■ **WHAT YOU WILL DO**
Give back every record verbatim, but not the pictures.

** EXERCISE INPUT follows **

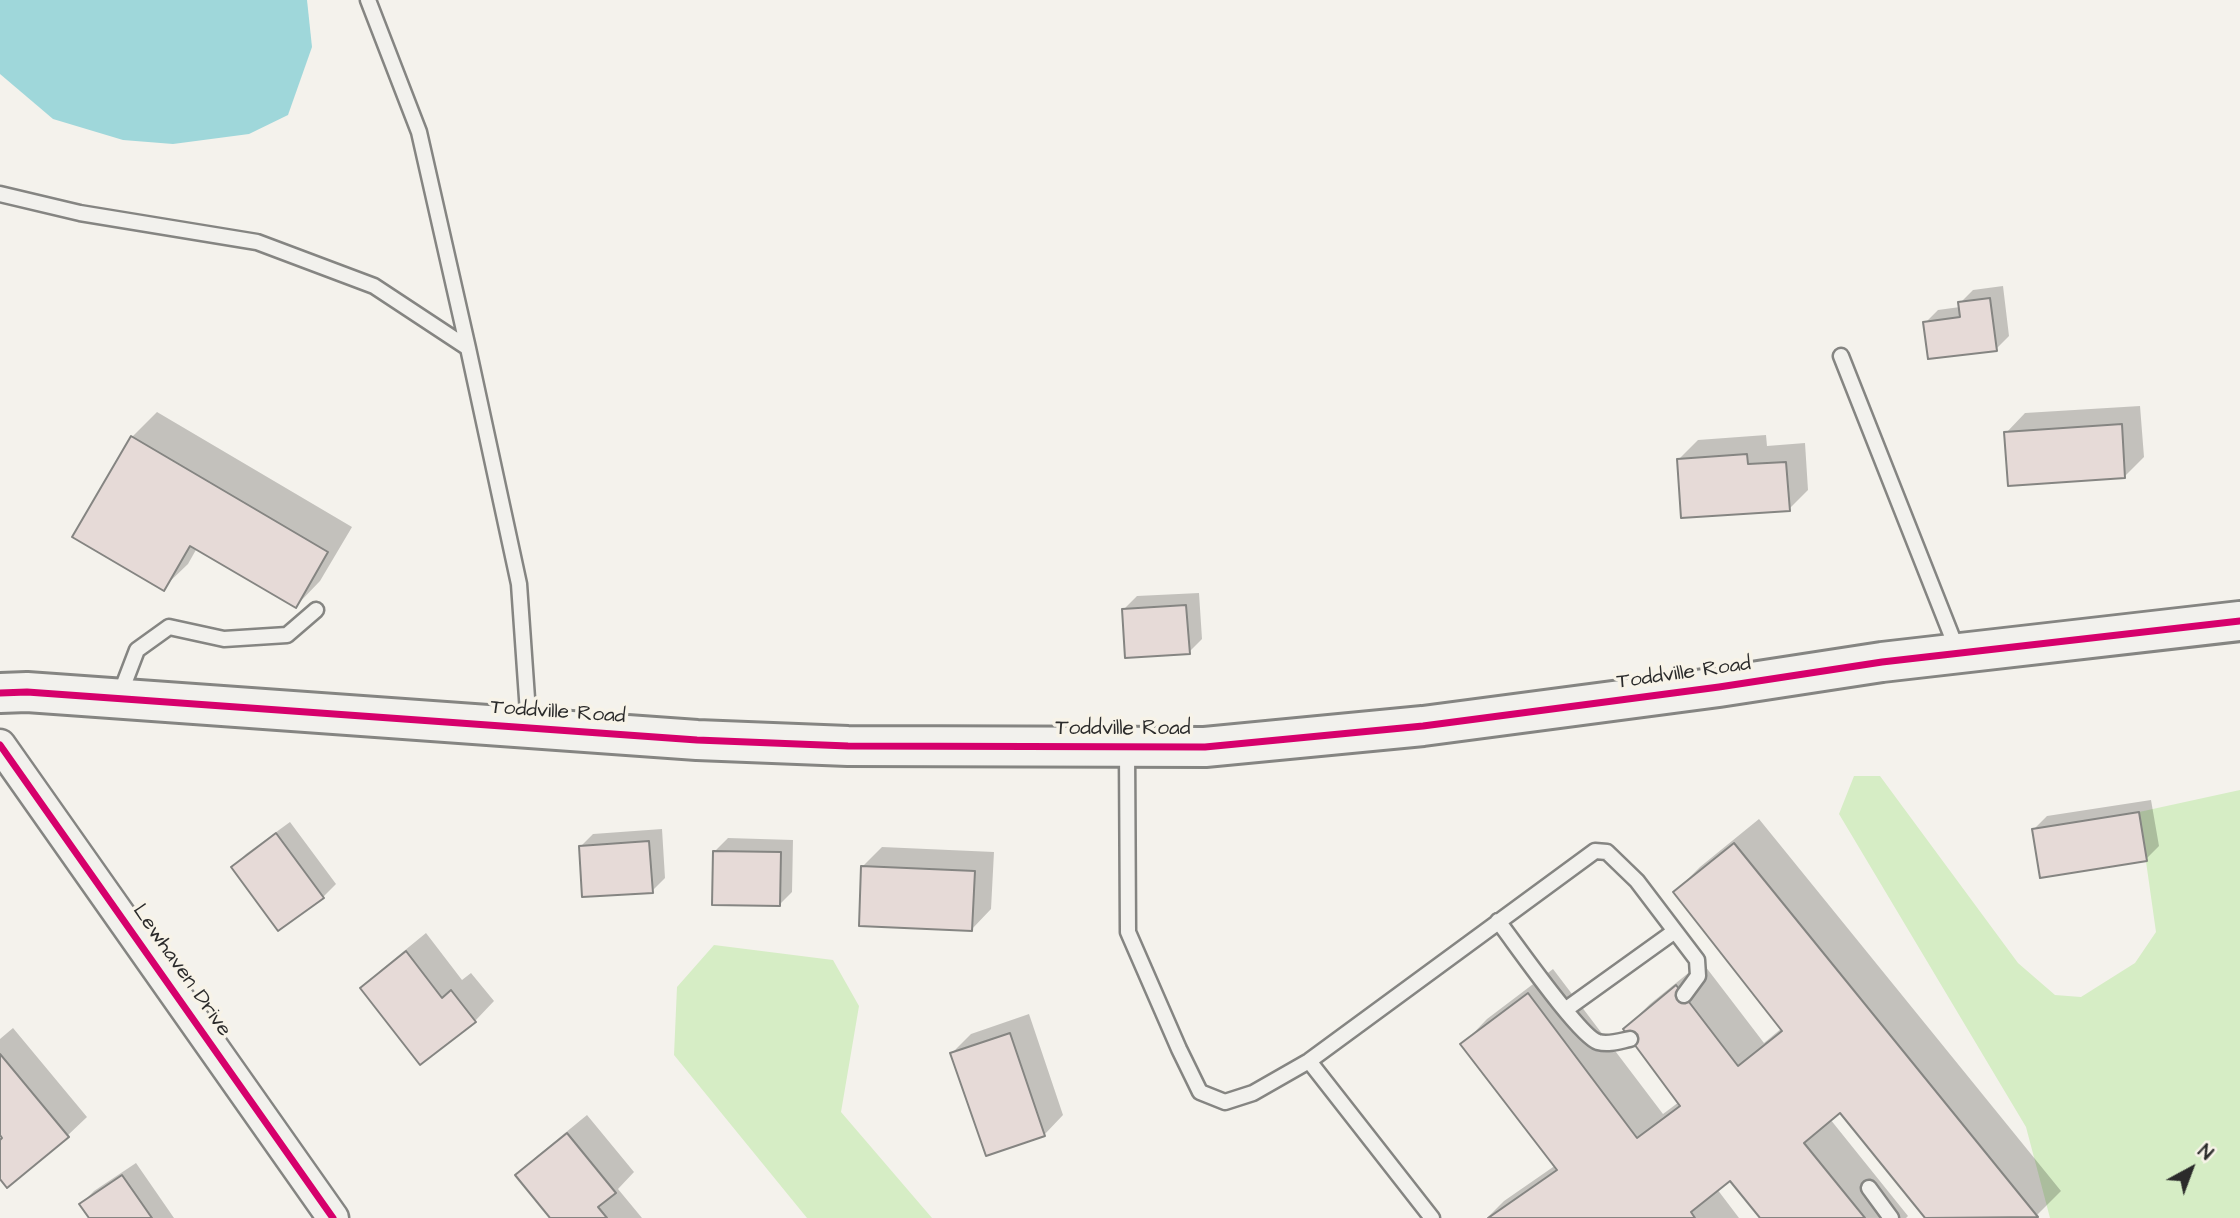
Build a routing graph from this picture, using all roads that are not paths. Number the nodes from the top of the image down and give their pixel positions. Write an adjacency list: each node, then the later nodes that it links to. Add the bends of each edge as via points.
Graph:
1 (368, 0): 3 (lane, via 419,132)
2 (0, 194): 3 (lane, via 80,214 257,242 374,286)
3 (468, 348): 10 (lane, via 519,584)
4 (1841, 356): 7 (lane)
5 (316, 610): 9 (lane, via 286,635 224,639 169,627 137,650)
6 (2240, 621): 7 (street, Toddville Road)
7 (1958, 653): 12 (street, Toddville Road, via 1423,726 1205,747)
8 (0, 693): 9 (street, Toddville Road)
9 (119, 698): 10 (street, Toddville Road)
10 (529, 728): 12 (street, Toddville Road, via 848,746)
11 (0, 745): 20 (street, Lewhaven Drive)
12 (1127, 748): 18 (lane, via 1128,932 1200,1092 1225,1102 1252,1093)
13 (1498, 921): 14 (lane, via 1595,851 1616,859); 16 (lane); 18 (lane)
14 (1675, 931): 15 (lane, via 1697,960 1698,976); 16 (lane)
15 (1684, 995)
16 (1565, 1010): 17 (lane, via 1597,1042)
17 (1630, 1039)
18 (1309, 1061): 21 (lane)
19 (1869, 1188): 22 (lane)
20 (333, 1218)
21 (1432, 1218)
22 (1891, 1218)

** End of EXERCISE INPUT **

■ **TASK RESPONSE**
Build a routing graph from this picture, using all roads that are not paths. Number the nodes from the top of the image down and give their pixel positions. Write an adjacency list: each node, then the later nodes that it links to. Add the bends of each edge as via points.
Graph:
1 (368, 0): 3 (lane, via 419,132)
2 (0, 194): 3 (lane, via 80,214 257,242 374,286)
3 (468, 348): 10 (lane, via 519,584)
4 (1841, 356): 7 (lane)
5 (316, 610): 9 (lane, via 286,635 224,639 169,627 137,650)
6 (2240, 621): 7 (street, Toddville Road)
7 (1958, 653): 12 (street, Toddville Road, via 1423,726 1205,747)
8 (0, 693): 9 (street, Toddville Road)
9 (119, 698): 10 (street, Toddville Road)
10 (529, 728): 12 (street, Toddville Road, via 848,746)
11 (0, 745): 20 (street, Lewhaven Drive)
12 (1127, 748): 18 (lane, via 1128,932 1200,1092 1225,1102 1252,1093)
13 (1498, 921): 14 (lane, via 1595,851 1616,859); 16 (lane); 18 (lane)
14 (1675, 931): 15 (lane, via 1697,960 1698,976); 16 (lane)
15 (1684, 995)
16 (1565, 1010): 17 (lane, via 1597,1042)
17 (1630, 1039)
18 (1309, 1061): 21 (lane)
19 (1869, 1188): 22 (lane)
20 (333, 1218)
21 (1432, 1218)
22 (1891, 1218)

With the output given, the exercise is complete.